Datadog CI - Access denied on new layer releases - IAM Principal #686
Description
Expected Behavior
Our Lambda CI queries release tags for the latest datadog-lambda-js layer to apply during datadog-ci instrumentation:
LATEST_DATADOG_LAYER=$(git -c 'versionsort.suffix=-' ls-remote --tags --sort='v:refname' https://github.com/DataDog/datadog-lambda-js/ | tail -n1 | cut -d '.' -f2)
datadog-ci lambda instrument \
...
--layer-version $LATEST_DATADOG_LAYER
Ordinarily this works, datadog-ci-plugin-lambda accepts the shorthand layer version and retrieves the full layer ARN.
Actual Behavior
Over the last two releases of datadog-lambda-js (129, 130), instrumentation during the first few hours of release fails, IAM access is denied to the newly-published layer.

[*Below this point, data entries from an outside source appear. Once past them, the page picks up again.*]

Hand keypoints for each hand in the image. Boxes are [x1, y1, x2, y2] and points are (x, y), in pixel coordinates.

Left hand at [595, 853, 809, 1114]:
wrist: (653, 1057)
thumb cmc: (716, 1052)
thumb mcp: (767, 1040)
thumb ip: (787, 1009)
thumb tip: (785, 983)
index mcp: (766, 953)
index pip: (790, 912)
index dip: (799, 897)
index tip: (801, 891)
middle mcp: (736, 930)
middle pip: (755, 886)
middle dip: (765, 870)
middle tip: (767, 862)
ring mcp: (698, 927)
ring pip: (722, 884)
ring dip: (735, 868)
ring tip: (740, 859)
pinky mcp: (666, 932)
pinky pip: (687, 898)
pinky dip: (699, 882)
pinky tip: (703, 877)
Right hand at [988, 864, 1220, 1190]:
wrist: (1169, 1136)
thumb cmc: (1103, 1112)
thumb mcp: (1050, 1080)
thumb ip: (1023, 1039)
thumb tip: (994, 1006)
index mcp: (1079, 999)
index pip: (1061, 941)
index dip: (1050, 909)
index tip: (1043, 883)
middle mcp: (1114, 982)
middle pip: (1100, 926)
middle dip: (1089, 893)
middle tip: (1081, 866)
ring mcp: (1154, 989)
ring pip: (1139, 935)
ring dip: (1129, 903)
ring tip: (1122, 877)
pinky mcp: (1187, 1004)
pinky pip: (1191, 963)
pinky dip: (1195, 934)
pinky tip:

This may have been ongoing, but our release schedules have coincided these last two times.
... is not authorized to perform: lambda:GetLayerVersion on resource: arn:aws:lambda:us-west-2:464622532012:layer:Datadog-Node18-x:130 because no resource-based policy allows the lambda:GetLayerVersion action
This seems to resolve within a few hours, and I've noticed tags are re-pushed. We simply re-run the CI at that point, and all is well.
Steps to Reproduce the Problem
- Tag new version of datadog-lambda-js on upstream repo
- Use version number as arg:
--layer-version 130in datadog-ci - If within the first few hours of release, IAM may decline GetLayerVersion.
- Watch release tags for a re-push, then GetLayerVersion can be ran.
Specifications
- Datadog Lambda Layer version: 129, 130
- Node version: 18
While the issue is returned by datadog-ci, the core issue seems to be the IAM configuration for datadog-lambda-js layers, so i've opened the report here. Let me know any additional info we can provide!
I've noticed the deployment script should allow open principal/permissions for datadog-ci's lambda:GetLayerVersion call. Perhaps this is running into difficulty?